▶ **THE DATA**:
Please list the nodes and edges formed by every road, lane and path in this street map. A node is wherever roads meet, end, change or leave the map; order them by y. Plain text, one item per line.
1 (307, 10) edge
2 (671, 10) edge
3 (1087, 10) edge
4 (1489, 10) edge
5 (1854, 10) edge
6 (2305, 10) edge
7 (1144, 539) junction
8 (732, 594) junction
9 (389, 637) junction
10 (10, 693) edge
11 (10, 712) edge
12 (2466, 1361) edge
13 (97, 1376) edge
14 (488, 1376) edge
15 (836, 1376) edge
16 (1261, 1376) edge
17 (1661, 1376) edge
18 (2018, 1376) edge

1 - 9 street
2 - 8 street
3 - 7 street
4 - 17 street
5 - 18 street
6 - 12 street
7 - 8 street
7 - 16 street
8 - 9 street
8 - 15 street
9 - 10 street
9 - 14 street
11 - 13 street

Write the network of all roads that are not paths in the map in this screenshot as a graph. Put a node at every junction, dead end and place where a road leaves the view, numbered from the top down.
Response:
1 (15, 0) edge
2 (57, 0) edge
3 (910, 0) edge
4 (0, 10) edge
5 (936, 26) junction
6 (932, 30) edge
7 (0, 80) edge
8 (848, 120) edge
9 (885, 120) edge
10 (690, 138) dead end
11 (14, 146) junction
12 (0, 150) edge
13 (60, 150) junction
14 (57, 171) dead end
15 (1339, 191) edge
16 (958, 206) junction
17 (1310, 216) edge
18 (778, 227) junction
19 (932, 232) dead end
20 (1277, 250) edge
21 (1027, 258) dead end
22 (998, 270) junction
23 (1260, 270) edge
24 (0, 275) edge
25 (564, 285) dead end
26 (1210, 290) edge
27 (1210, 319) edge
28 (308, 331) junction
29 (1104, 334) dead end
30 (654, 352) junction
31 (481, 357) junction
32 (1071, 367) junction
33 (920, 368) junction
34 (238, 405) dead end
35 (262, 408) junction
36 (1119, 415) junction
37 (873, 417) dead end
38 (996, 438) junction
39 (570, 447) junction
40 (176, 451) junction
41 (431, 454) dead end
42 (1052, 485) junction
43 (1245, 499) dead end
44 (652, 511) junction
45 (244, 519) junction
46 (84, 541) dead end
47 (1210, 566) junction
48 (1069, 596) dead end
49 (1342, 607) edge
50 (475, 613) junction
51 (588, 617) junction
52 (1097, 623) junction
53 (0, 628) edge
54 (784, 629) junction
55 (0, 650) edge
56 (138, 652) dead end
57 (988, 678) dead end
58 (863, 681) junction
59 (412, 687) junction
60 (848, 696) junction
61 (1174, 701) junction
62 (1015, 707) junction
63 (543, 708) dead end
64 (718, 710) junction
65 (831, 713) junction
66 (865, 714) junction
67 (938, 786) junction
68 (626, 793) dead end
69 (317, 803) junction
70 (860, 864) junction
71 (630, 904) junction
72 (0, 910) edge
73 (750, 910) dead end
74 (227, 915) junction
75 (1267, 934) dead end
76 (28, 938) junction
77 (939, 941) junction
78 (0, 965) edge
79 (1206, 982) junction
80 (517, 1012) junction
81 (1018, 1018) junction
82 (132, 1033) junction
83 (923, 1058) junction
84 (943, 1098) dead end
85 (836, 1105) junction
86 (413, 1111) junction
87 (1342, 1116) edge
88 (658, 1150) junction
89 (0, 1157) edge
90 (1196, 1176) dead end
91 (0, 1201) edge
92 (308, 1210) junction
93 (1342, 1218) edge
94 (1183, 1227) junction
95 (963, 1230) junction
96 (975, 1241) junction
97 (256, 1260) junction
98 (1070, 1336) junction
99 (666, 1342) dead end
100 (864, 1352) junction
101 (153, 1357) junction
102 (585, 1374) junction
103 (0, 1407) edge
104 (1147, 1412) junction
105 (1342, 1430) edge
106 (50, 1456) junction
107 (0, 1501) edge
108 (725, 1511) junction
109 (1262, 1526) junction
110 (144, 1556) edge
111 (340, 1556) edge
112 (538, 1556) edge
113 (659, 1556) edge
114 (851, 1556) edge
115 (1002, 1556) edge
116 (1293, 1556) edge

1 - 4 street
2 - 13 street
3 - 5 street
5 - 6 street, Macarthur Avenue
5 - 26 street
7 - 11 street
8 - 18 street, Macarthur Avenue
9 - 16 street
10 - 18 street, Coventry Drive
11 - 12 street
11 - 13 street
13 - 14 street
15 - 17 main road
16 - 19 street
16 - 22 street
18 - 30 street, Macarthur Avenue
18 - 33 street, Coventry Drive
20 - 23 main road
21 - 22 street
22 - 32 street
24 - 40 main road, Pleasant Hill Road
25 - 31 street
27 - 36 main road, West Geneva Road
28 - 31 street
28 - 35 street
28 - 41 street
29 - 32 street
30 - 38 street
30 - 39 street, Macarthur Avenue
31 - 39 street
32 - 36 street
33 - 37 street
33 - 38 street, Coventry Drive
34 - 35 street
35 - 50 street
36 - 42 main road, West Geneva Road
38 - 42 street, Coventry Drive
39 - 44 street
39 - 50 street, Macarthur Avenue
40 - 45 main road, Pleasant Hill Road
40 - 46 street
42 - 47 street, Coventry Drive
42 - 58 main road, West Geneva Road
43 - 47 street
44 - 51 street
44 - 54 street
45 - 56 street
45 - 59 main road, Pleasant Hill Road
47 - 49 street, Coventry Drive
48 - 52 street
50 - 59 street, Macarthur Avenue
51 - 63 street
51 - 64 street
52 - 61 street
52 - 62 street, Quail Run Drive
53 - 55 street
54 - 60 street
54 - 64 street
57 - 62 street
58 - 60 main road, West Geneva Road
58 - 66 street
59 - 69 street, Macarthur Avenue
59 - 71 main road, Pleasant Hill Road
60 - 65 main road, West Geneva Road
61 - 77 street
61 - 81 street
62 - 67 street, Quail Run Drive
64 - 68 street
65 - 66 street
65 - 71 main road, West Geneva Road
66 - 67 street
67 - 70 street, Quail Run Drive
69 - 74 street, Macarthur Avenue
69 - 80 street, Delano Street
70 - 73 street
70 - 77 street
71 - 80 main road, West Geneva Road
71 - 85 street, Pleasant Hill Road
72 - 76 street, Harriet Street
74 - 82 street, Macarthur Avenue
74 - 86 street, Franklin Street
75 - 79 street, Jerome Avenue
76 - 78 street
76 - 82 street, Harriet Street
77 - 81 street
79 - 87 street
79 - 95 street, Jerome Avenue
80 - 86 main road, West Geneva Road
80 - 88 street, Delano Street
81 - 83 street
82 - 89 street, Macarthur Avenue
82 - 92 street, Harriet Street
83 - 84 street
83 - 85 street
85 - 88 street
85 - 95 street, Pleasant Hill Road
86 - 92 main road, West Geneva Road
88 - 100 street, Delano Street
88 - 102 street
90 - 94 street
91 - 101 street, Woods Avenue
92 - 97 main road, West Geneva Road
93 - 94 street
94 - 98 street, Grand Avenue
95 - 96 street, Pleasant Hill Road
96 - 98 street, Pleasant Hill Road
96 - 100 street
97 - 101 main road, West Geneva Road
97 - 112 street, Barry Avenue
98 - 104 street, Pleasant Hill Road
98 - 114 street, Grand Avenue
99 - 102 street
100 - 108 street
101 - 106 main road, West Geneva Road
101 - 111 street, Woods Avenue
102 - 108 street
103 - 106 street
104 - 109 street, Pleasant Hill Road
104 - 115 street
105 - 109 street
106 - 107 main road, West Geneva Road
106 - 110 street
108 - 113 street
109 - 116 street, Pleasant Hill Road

▶ **TRY IT**:
Show each line of the material that includes the string "Jerome" by copying it.

▶ **TASK ANSWER**:
75 - 79 street, Jerome Avenue
79 - 95 street, Jerome Avenue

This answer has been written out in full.